You can centralize http-to-https on entrypoint. So you don’t need any http/80 routers in labels.

Compare to simple Traefik example.

You don’t need X-Forwarded-Proto as that is set automatically by Traefik.

You don’t need tls=true when using a certresolver. It’s only needed for custom loaded TLS certs.

I would usually mount static config to /etc/traefik/traefik.yml, not into root. But as the error is about providers.docker, I would assume it is still read.

I have strip down the compose trying to isolate the issue.
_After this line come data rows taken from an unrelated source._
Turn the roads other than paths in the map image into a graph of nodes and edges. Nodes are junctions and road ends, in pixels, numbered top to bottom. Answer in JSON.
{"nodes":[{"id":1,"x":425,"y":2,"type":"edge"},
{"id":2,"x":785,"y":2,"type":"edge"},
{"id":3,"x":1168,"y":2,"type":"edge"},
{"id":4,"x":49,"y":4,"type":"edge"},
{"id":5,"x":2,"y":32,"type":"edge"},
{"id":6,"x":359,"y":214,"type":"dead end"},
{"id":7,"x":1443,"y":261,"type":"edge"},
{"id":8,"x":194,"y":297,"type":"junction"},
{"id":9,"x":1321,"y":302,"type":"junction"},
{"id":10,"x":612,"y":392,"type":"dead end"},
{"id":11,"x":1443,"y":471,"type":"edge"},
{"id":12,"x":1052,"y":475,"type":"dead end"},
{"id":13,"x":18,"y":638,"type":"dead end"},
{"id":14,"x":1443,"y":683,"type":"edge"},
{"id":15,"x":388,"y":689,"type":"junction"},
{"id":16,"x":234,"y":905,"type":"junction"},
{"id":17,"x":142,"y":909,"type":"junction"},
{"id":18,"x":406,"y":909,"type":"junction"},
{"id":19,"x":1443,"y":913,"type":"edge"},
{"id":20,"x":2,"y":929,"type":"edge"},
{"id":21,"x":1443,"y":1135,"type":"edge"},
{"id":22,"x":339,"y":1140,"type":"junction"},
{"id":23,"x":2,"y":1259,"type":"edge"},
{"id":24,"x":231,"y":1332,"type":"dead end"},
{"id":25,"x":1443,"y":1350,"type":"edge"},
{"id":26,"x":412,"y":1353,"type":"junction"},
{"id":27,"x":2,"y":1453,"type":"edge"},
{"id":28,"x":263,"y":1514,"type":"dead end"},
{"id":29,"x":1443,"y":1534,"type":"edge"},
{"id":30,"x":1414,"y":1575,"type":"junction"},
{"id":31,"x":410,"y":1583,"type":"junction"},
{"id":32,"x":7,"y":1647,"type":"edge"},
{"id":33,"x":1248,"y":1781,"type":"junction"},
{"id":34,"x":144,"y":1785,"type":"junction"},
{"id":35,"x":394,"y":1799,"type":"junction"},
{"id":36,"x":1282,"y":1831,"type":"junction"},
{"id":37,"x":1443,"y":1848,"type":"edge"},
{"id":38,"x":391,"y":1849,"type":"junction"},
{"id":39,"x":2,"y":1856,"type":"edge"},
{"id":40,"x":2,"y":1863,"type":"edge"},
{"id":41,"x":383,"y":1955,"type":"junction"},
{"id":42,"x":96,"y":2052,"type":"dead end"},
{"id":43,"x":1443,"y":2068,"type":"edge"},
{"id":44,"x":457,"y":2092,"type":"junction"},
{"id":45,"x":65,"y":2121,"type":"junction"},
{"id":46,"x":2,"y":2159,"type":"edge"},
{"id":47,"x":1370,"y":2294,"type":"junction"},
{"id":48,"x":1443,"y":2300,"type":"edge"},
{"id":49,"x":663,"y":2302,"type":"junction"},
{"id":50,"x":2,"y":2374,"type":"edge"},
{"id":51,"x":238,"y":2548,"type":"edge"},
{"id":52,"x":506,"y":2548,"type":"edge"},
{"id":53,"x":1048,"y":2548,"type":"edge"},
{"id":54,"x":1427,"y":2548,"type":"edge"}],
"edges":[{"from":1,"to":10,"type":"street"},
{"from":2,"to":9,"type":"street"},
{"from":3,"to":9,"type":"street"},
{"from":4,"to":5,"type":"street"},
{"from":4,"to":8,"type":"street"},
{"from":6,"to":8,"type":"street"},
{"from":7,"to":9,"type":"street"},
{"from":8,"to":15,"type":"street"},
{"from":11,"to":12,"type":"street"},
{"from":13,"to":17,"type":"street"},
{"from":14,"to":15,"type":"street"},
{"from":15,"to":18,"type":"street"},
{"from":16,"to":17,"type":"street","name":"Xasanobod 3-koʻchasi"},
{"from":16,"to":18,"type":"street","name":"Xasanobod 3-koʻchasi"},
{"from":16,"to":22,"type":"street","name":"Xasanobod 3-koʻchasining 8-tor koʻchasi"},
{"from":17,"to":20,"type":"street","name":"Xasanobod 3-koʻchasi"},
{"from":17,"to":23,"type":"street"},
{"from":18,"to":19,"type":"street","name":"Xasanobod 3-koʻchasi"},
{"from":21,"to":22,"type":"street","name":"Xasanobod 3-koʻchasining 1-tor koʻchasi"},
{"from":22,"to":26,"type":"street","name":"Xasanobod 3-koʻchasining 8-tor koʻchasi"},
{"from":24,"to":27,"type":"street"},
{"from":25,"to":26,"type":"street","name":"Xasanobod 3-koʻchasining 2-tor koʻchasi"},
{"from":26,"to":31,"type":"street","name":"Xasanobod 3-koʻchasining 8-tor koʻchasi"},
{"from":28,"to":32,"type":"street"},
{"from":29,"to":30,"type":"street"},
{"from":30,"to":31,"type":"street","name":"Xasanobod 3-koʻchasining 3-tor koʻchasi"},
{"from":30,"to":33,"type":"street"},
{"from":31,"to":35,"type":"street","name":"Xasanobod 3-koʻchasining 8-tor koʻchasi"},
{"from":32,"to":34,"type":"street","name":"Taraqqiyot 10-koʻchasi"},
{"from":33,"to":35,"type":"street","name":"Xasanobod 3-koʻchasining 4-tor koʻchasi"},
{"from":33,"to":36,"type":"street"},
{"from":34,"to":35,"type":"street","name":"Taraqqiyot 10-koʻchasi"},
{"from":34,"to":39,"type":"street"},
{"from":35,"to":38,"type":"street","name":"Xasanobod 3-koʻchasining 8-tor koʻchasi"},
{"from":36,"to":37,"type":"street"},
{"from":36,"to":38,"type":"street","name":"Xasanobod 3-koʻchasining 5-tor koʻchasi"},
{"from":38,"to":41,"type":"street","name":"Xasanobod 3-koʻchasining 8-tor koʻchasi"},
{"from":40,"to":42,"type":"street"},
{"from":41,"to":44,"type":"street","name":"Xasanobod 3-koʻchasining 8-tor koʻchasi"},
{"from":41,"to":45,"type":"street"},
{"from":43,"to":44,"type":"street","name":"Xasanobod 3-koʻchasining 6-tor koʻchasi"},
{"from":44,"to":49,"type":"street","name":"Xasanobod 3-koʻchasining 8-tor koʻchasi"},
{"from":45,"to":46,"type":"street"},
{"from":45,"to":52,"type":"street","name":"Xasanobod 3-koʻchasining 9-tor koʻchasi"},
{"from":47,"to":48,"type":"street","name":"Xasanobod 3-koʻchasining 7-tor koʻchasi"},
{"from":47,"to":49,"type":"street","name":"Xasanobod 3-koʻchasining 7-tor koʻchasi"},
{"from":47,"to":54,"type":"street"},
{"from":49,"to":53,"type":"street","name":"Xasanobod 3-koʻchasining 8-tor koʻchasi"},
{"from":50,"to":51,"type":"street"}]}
What I found was traefik.http.routers.traefik.entrypoints is the line causing the lost ports.

if I do not configure entry points, the container stays up... your thoughts?

entrypoint "http" already has redirection, so you don’t need any ".traefik." labels.

Enable and check Traefik debug log (doc).